Gabe Newell, the CEO of Valve has talked about Valve and its position in VR gaming market. The interview was reported by Polygon and includes a lot of personal observations about Valve besides some very interesting nuggets in regards to VR. While lengthy, it is certainly good reading for everyone interested in VR technology.

The Steam platform is supporting VR and is seeing a very healthy growth. They have 1,300 VR apps on the platform right now and saw a 86% increase of monthly users in the second half of 2016. So far, 30 VR apps have made over $250,000, not a great deal by gaming apps standards. Newell also said “We’re optimistic. We think VR is going great. It’s going in a way that’s consistent with our expectations. We’re also pretty comfortable with the idea that it will turn out to be a complete failure.”

His concerns about the viability of VR are in regards to the hardware capabilities, “it’s barely capable of doing a marginally adequate job of delivering a VR experience.” He compares VR to the early days of computing, where people tried to figure out what to use a PC for. His take is that the spreadsheet made the PC a must have piece of equipment for business. From there, it eventually became a consumer device, driving sales numbers to new heights.

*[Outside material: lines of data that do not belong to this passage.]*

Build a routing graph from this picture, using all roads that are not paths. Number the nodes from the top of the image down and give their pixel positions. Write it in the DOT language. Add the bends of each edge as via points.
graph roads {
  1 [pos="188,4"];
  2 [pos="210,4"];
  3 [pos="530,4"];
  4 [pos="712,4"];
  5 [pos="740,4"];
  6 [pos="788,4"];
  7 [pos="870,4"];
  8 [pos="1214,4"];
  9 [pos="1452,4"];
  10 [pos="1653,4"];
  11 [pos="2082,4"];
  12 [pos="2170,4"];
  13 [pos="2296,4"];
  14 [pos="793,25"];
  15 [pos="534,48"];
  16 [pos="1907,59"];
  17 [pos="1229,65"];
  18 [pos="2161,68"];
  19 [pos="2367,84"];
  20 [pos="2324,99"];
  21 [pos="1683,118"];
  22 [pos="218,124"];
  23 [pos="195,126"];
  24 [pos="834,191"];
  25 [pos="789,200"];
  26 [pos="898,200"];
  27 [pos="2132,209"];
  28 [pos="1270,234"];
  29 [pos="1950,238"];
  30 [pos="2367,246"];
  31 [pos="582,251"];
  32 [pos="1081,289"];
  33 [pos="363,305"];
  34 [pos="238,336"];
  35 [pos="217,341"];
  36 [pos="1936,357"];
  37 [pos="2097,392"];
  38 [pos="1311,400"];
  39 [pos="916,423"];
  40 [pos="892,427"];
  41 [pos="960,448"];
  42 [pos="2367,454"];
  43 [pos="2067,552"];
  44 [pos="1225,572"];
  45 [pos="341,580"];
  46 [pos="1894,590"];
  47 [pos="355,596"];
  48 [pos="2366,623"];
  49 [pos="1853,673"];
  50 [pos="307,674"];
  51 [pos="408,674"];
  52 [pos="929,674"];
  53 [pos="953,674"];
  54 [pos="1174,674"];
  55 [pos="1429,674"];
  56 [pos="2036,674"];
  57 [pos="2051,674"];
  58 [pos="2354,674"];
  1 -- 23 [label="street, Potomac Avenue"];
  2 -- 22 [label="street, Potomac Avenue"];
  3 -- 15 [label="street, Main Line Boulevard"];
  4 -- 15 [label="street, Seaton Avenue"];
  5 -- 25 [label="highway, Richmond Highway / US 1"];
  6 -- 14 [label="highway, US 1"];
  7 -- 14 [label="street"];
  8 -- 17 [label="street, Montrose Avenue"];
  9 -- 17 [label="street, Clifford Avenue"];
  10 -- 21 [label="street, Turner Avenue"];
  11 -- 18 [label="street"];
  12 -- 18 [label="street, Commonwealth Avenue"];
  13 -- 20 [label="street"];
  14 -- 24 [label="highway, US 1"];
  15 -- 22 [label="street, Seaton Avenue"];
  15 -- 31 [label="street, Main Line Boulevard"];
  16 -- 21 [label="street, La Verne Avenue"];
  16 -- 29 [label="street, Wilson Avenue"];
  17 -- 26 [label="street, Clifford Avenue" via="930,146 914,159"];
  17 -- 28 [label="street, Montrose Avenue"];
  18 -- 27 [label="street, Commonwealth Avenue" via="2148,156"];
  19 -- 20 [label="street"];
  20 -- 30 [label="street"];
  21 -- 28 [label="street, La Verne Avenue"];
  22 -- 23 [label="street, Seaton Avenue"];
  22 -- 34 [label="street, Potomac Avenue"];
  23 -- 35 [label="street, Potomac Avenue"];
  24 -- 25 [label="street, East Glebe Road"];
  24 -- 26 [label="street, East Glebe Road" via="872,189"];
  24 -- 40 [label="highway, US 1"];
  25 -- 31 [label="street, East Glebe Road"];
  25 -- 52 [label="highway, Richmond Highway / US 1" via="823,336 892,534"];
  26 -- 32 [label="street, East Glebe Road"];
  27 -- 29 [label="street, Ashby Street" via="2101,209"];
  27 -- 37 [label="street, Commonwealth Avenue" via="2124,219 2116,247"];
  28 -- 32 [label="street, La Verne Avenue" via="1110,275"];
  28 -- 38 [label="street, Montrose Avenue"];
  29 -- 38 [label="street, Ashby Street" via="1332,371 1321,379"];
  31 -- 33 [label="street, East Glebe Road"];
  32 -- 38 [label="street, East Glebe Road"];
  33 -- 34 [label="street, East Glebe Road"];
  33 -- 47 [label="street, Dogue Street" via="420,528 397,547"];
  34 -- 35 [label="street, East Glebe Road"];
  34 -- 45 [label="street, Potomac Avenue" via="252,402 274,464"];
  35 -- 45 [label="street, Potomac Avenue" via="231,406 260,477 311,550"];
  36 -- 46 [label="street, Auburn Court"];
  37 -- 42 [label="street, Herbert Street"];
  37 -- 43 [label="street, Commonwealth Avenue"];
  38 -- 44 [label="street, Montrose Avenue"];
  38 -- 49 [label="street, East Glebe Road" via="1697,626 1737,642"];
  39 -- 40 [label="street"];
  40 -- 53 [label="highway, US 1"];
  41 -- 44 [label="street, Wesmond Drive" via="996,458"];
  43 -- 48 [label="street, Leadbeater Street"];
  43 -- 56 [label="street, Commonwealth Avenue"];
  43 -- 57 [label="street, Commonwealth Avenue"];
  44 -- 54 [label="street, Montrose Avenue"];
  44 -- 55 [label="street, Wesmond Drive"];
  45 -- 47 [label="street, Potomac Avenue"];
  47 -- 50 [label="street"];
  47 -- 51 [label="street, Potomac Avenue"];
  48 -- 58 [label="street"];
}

Besides this hurdle, he sees that some are trying to create an Apple-like ‘walled garden’ approach that will certainly not go well with Valves’s business model. Then there is the question of price and content availability. Even with an 80% cost reduction, adoption rates for VR will not explode. The performance is just not there, today. to support really compelling content.

Analyst Comment

This position is very close to my own beliefs, however for quite different reasons. Interestingly, Newell believes that VR display resolutions will explode in the 2017/2018 time frame. His concerns are more with the processor and GPU capabilities It seems that more and more people are trying to damp down the expectations of the VR development to a more realistic level, without declaring it a failure yet. He definitely hedged against that possibility as well. (NH)

I would also point out that an Apple ‘walled garden’ was not the early approach that enabled the Visicalc spreadsheet on the Apple ][ to dominate the early PC business and force microcomputers into corporate applications. At that time, Apple had a very open and ‘platform-based’ approach. Famously, although the Apple ][ used Apple DOS and a 6502 processor, the hardware was used as the base for CP/M boards that included another CPU with its own memory so that software such as WordStar could also run. In the end, the Apple base became the largest installed base of CP/M computers. (BR)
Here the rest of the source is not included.